EXCERPTED DATA:
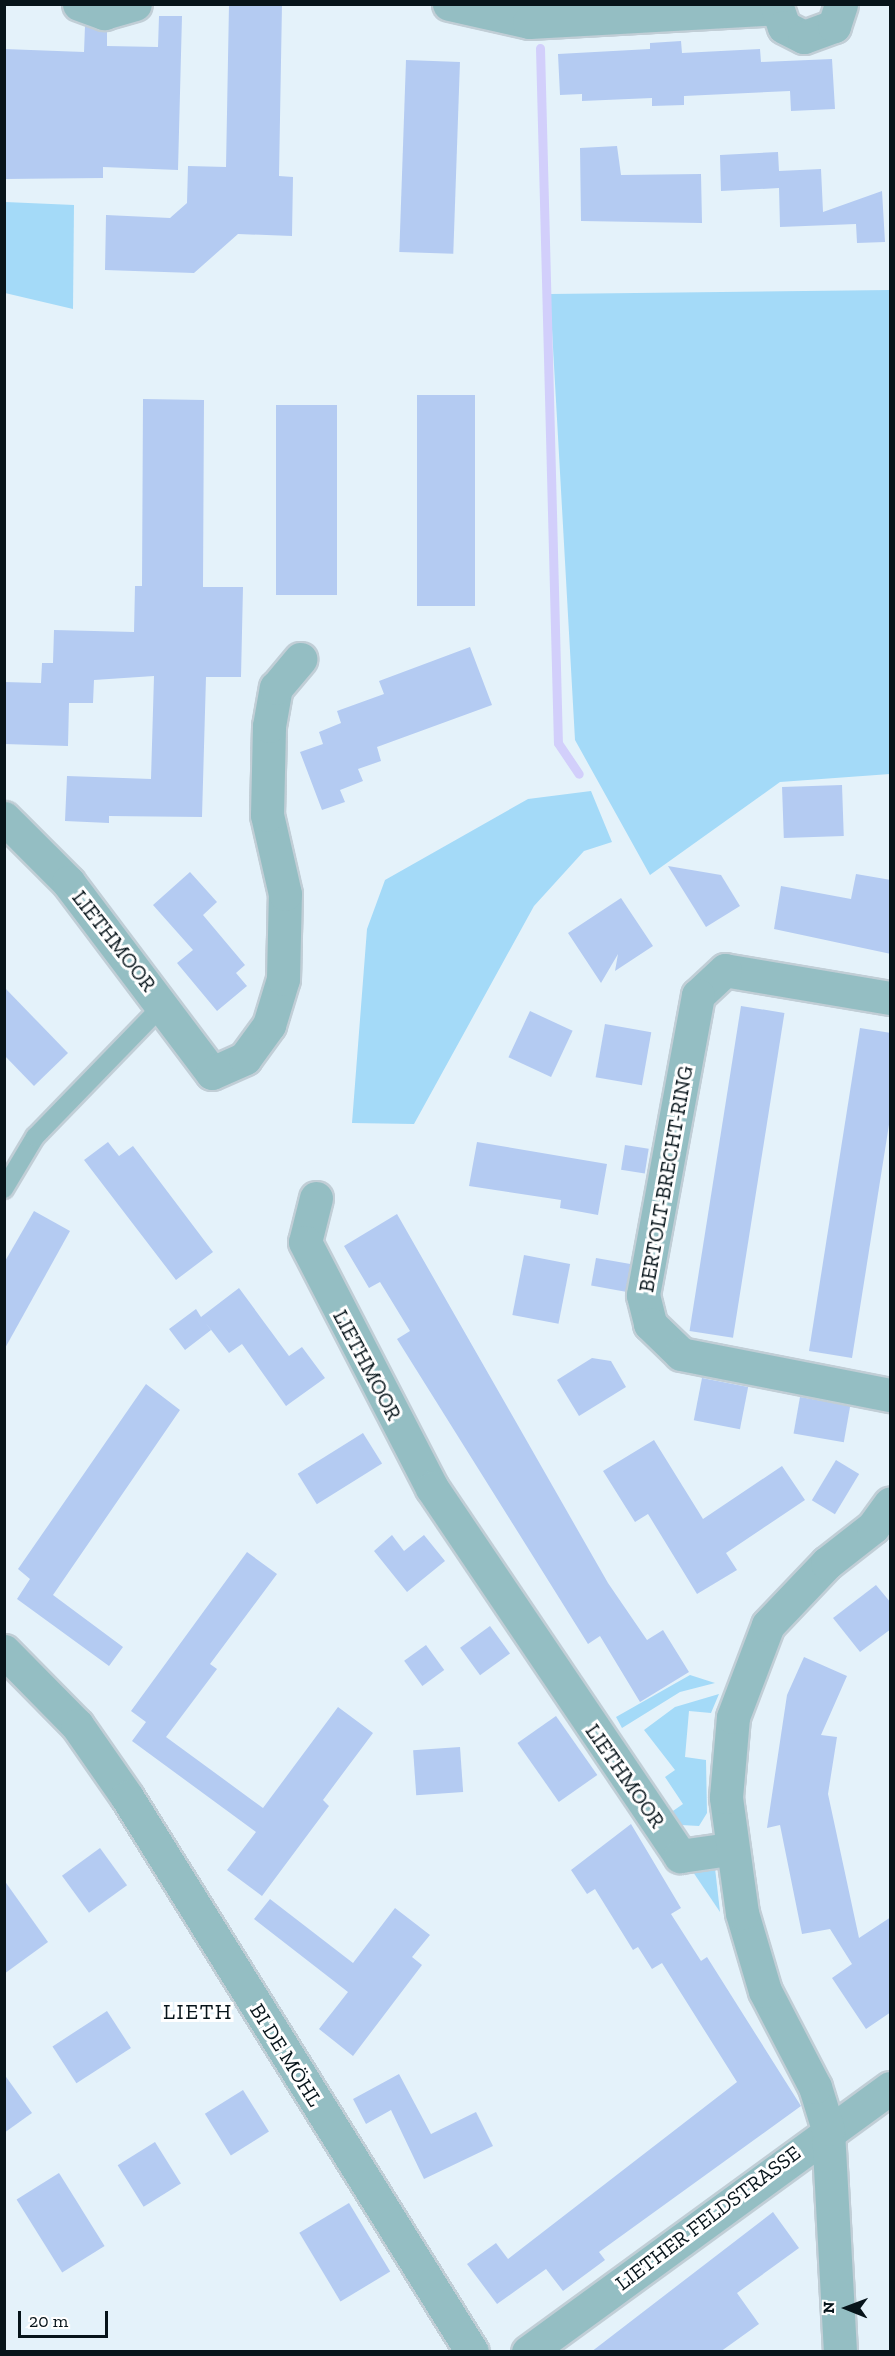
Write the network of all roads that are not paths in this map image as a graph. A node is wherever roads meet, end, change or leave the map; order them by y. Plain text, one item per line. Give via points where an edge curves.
1 (79, 4) edge
2 (135, 4) edge
3 (449, 4) edge
4 (841, 4) edge
5 (776, 6) edge
6 (300, 659) dead end
7 (4, 818) edge
8 (891, 998) edge
9 (164, 1004) junction
10 (4, 1189) edge
11 (316, 1198) dead end
12 (891, 1395) edge
13 (891, 1504) edge
14 (4, 1651) edge
15 (729, 1849) junction
16 (891, 2088) edge
17 (828, 2129) junction
18 (472, 2352) edge
19 (528, 2352) edge
20 (840, 2352) edge

1 - 2 street via 104,13
3 - 5 street via 529,22
4 - 5 street via 834,26 815,37 793,34
6 - 9 street, LIETHMOOR via 276,688 269,726 267,815 285,894 283,979 268,1025 245,1058 212,1073
7 - 9 street, LIETHMOOR via 68,882
8 - 12 street, BERTOLT-BRECHT-RING via 725,970 698,995 643,1295 650,1324 681,1354
9 - 10 lane via 34,1137
11 - 15 street, LIETHMOOR via 305,1242 432,1488 680,1856
13 - 15 street via 873,1527 796,1593 768,1625 733,1717 726,1797
14 - 18 street, BI DE MÖHL via 77,1725 127,1797
15 - 17 street via 765,1990 815,2087
16 - 17 street, LIETHER FELDSTRASSE
17 - 19 street, LIETHER FELDSTRASSE
17 - 20 street

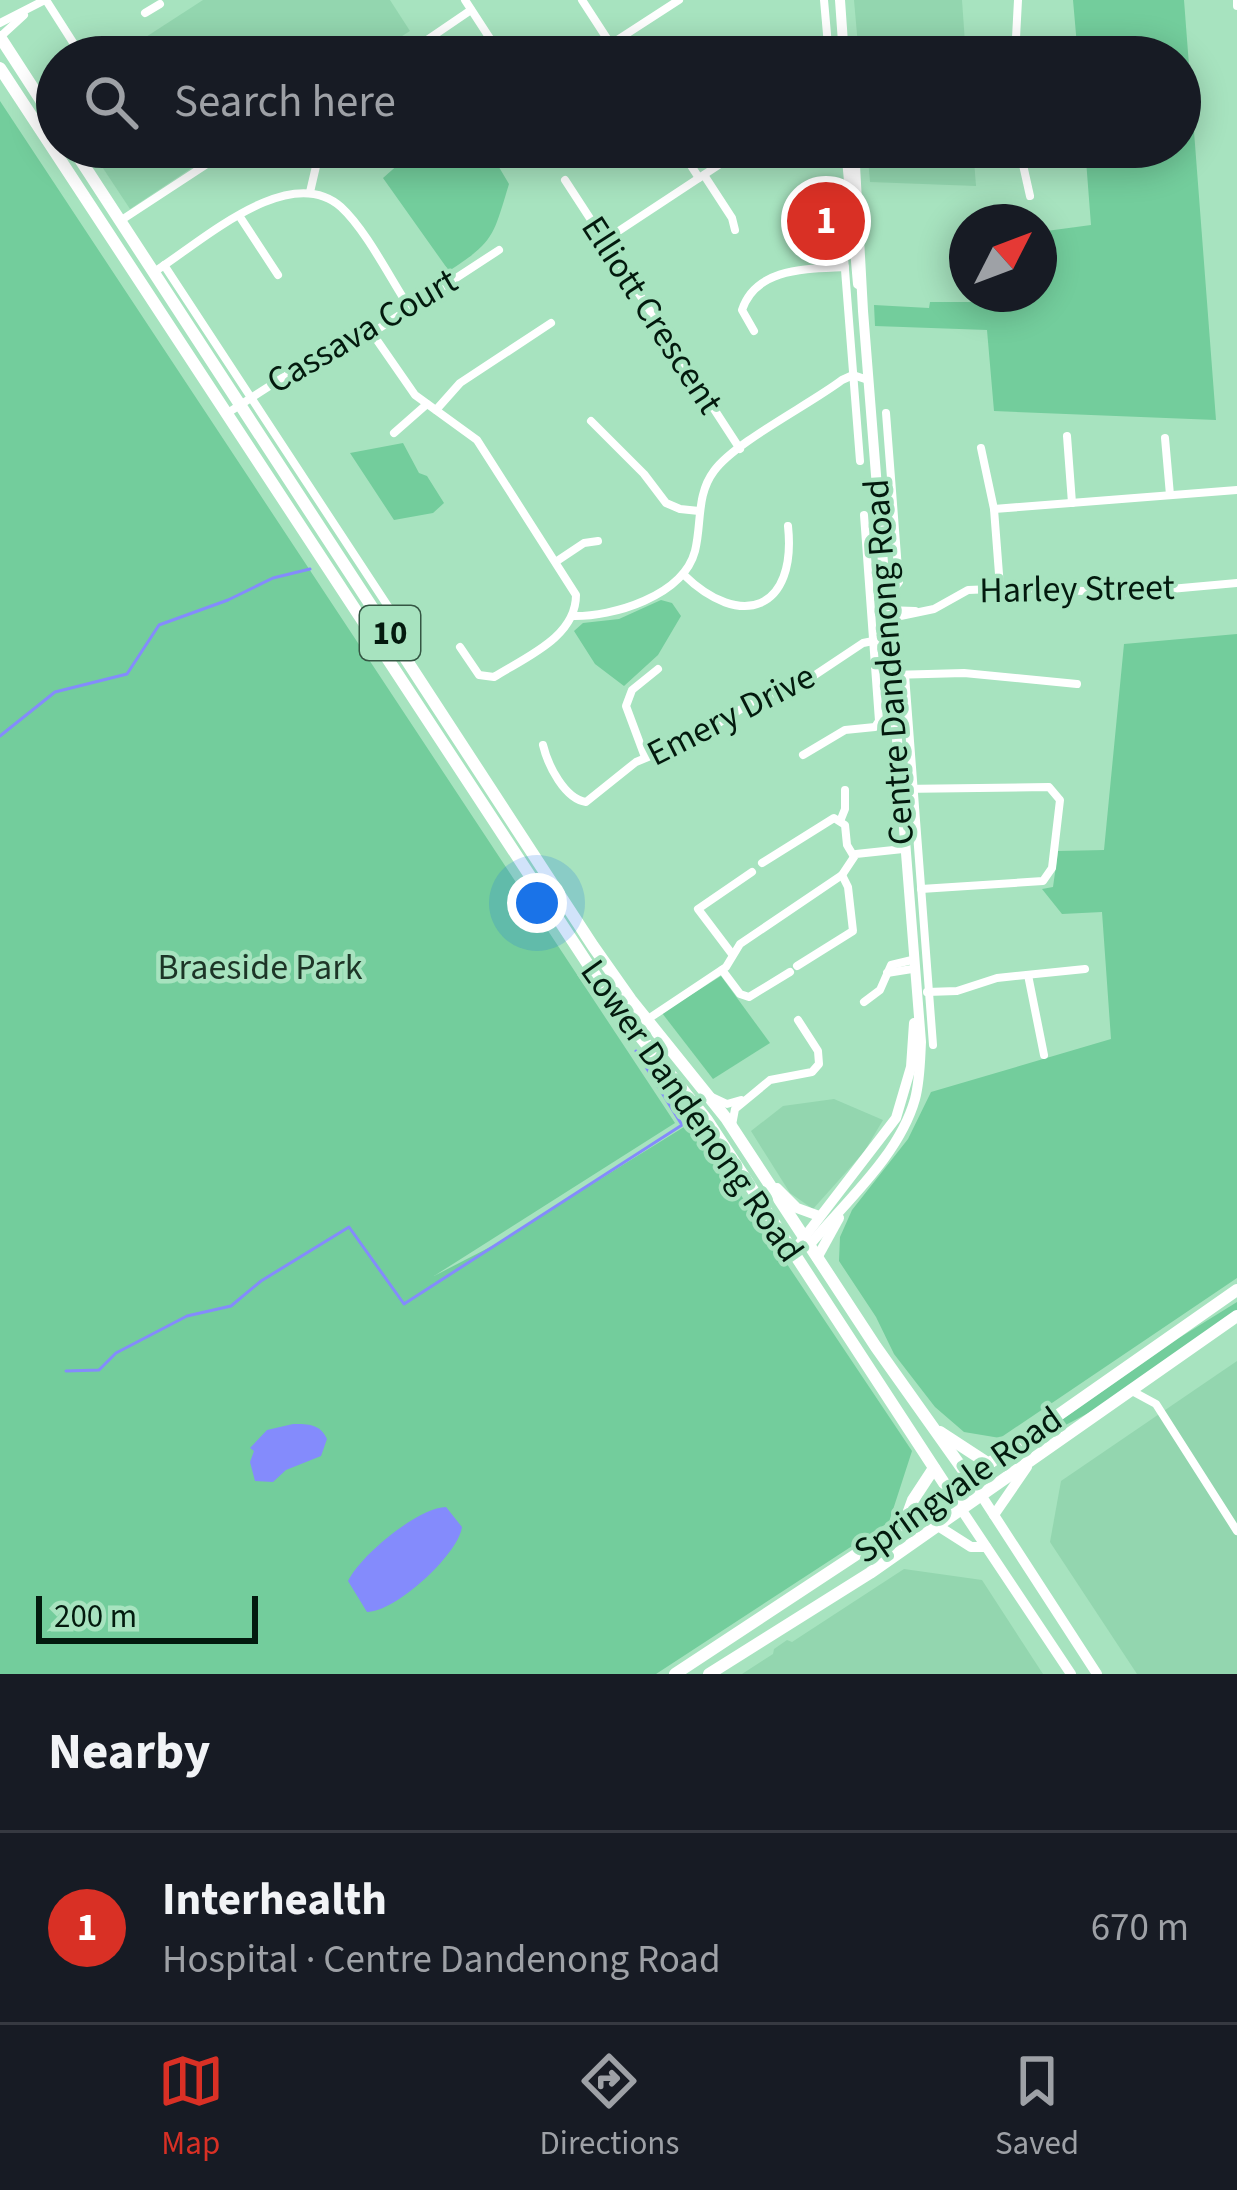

WORK TO BE COMPLETED:
Except for the pictures, please retype the listing above exactly.

EXERCISE RESULT:
Write the network of all roads that are not paths in this map image as a graph. A node is wherever roads meet, end, change or leave the map; order them by y. Plain text, one item per line. Give via points where an edge curves.
1 (79, 4) edge
2 (135, 4) edge
3 (449, 4) edge
4 (841, 4) edge
5 (776, 6) edge
6 (300, 659) dead end
7 (4, 818) edge
8 (891, 998) edge
9 (164, 1004) junction
10 (4, 1189) edge
11 (316, 1198) dead end
12 (891, 1395) edge
13 (891, 1504) edge
14 (4, 1651) edge
15 (729, 1849) junction
16 (891, 2088) edge
17 (828, 2129) junction
18 (472, 2352) edge
19 (528, 2352) edge
20 (840, 2352) edge

1 - 2 street via 104,13
3 - 5 street via 529,22
4 - 5 street via 834,26 815,37 793,34
6 - 9 street, LIETHMOOR via 276,688 269,726 267,815 285,894 283,979 268,1025 245,1058 212,1073
7 - 9 street, LIETHMOOR via 68,882
8 - 12 street, BERTOLT-BRECHT-RING via 725,970 698,995 643,1295 650,1324 681,1354
9 - 10 lane via 34,1137
11 - 15 street, LIETHMOOR via 305,1242 432,1488 680,1856
13 - 15 street via 873,1527 796,1593 768,1625 733,1717 726,1797
14 - 18 street, BI DE MÖHL via 77,1725 127,1797
15 - 17 street via 765,1990 815,2087
16 - 17 street, LIETHER FELDSTRASSE
17 - 19 street, LIETHER FELDSTRASSE
17 - 20 street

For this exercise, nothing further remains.